S2D: Sparse-To-Dense Keymask Distillation for Unsupervised Video Instance Segmentation
Leon Sick, Lukas Hoyer, Dominik Engel, Pedro Hermosilla, Timo Ropinski
2025-12-17
Summary
This paper introduces a new method for identifying different objects within videos, a process called video instance segmentation, without needing someone to manually label what each object is.
What's the problem?
Current methods for this task often rely on fake videos created by simply moving images around, which doesn't accurately represent how things move in real-world videos. Real videos have complex movements like objects changing shape, perspectives shifting, and the camera itself moving, all of which are hard to simulate with simple image manipulation.
What's the solution?
The researchers developed a model that learns directly from real videos.
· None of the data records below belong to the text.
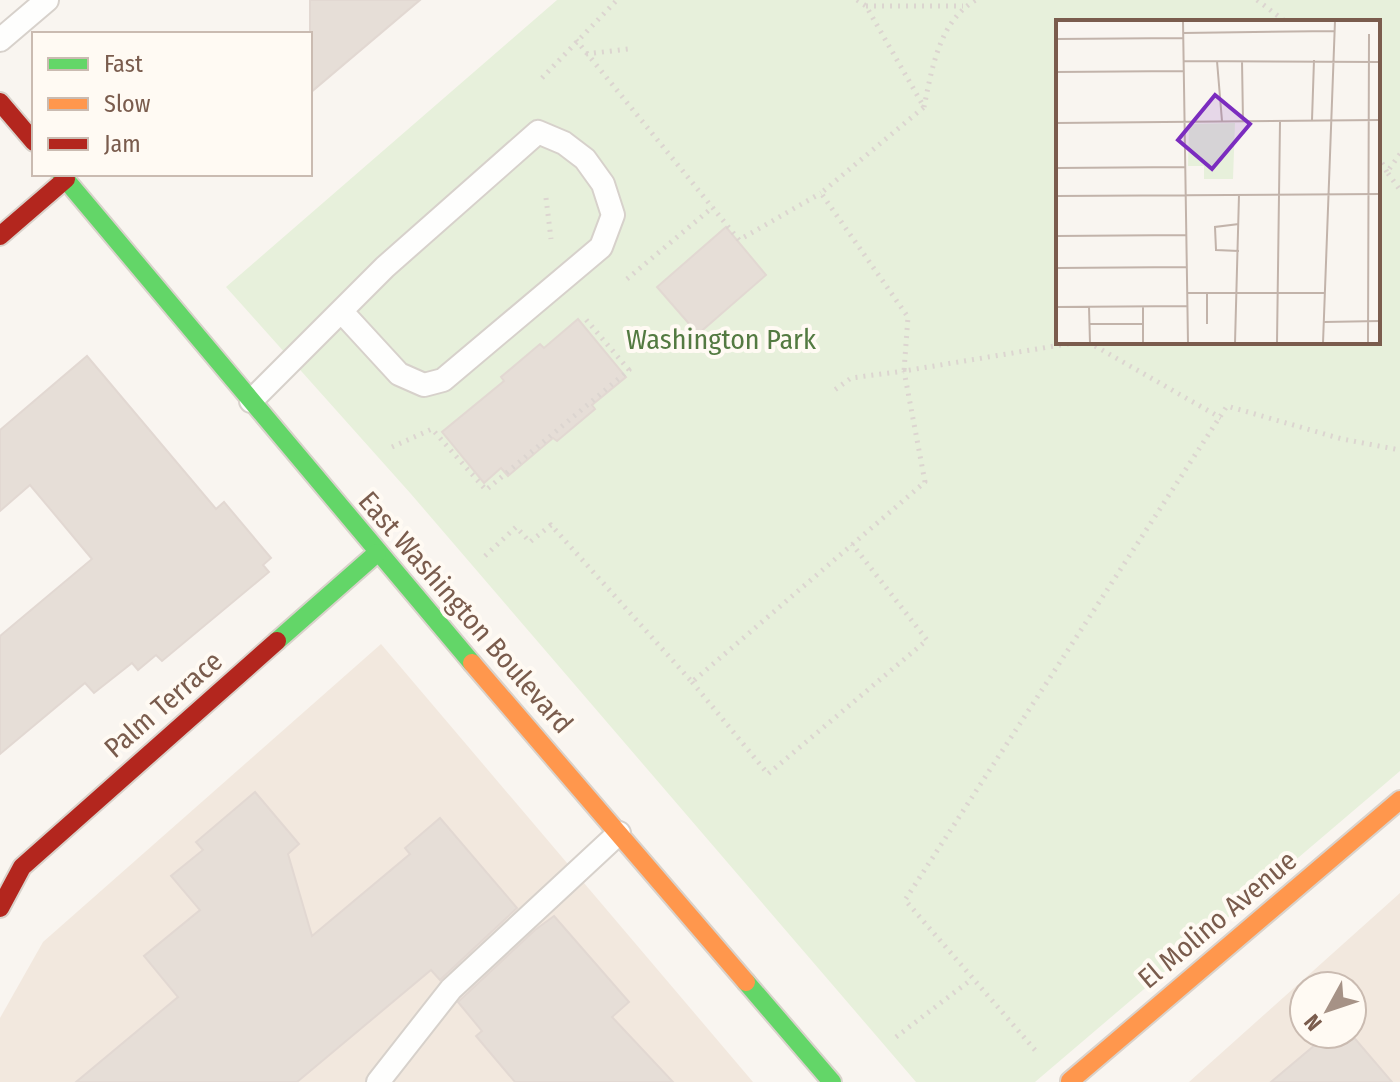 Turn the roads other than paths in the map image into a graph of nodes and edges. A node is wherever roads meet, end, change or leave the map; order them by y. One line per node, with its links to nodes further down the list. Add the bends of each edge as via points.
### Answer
1 (47, 0): 2 (lane)
2 (0, 40)
3 (0, 102): 4 (main road)
4 (32, 140)
5 (64, 177): 6 (main road); 8 (main road, East Washington Boulevard)
6 (0, 236)
7 (342, 312): 7 (lane, via 385,267 538,132 585,159 603,184 613,215 601,247 443,380 424,385 399,374); 8 (lane)
8 (251, 401): 9 (main road, East Washington Boulevard)
9 (377, 553): 11 (main road, East Washington Boulevard); 12 (main road, Palm Terrace, via 22,867)
10 (1400, 800): 13 (main road, El Molino Avenue)
11 (619, 833): 14 (lane, via 451,989); 15 (main road, East Washington Boulevard)
12 (0, 908)
13 (1070, 1081)
14 (378, 1082)
15 (832, 1082) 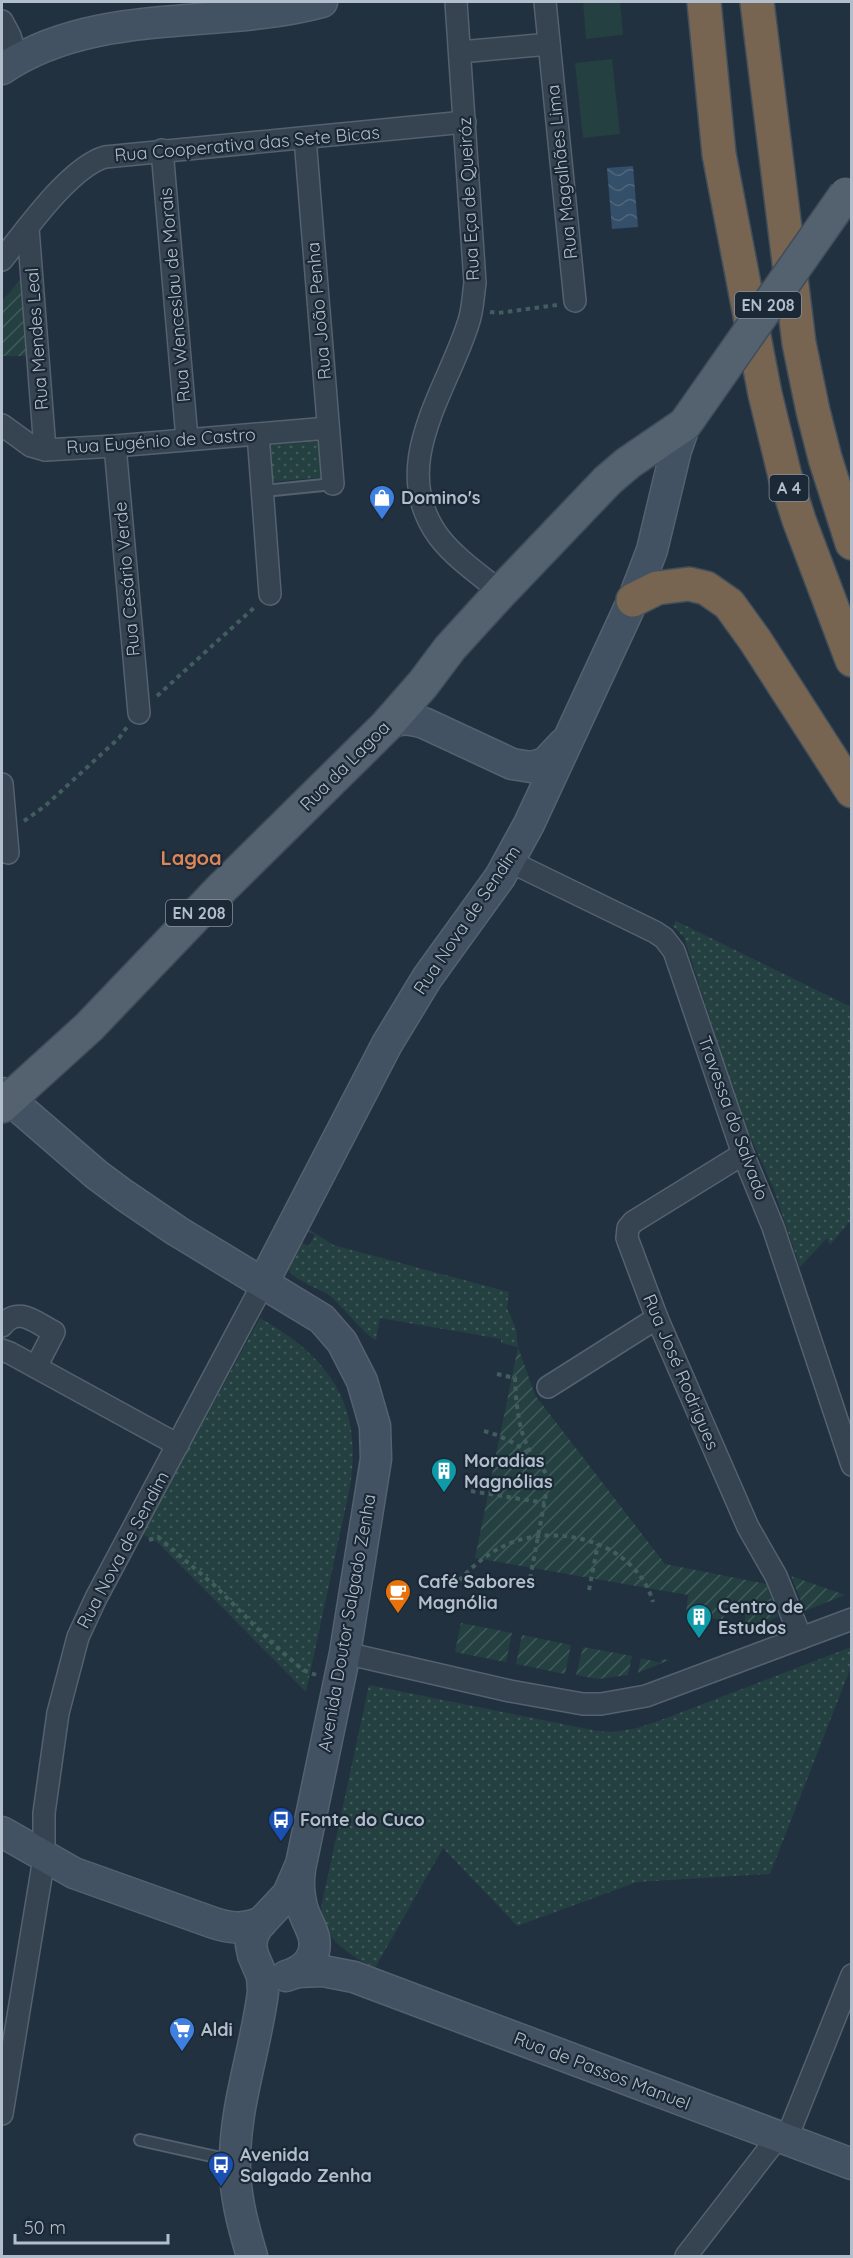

They started with initial, somewhat noisy, object segmentations for each frame and then used an understanding of how things *should* move – a 'motion prior' – to identify the most reliable segmentations, called 'keymasks'. These keymasks were then used to 'teach' the model to fill in the gaps and create consistent segmentations across the entire video, using a technique called 'Sparse-To-Dense Distillation' and a special loss function called 'Temporal DropLoss'.
Why it matters?
This work is important because it allows for more accurate object identification in videos without the need for expensive and time-consuming manual labeling. By learning from real-world motion, the model performs better than existing methods and opens the door for more advanced video analysis applications.
Abstract
In recent years, the state-of-the-art in unsupervised video instance segmentation has heavily relied on synthetic video data, generated from object-centric image datasets such as ImageNet. However, video synthesis by artificially shifting and scaling image instance masks fails to accurately model realistic motion in videos, such as perspective changes, movement by parts of one or multiple instances, or camera motion. To tackle this issue, we propose an unsupervised video instance segmentation model trained exclusively on real video data. We start from unsupervised instance segmentation masks on individual video frames. However, these single-frame segmentations exhibit temporal noise and their quality varies through the video. Therefore, we establish temporal coherence by identifying high-quality keymasks in the video by leveraging deep motion priors. The sparse keymask pseudo-annotations are then used to train a segmentation model for implicit mask propagation, for which we propose a Sparse-To-Dense Distillation approach aided by a Temporal DropLoss. After training the final model on the resulting dense labelset, our approach outperforms the current state-of-the-art across various benchmarks.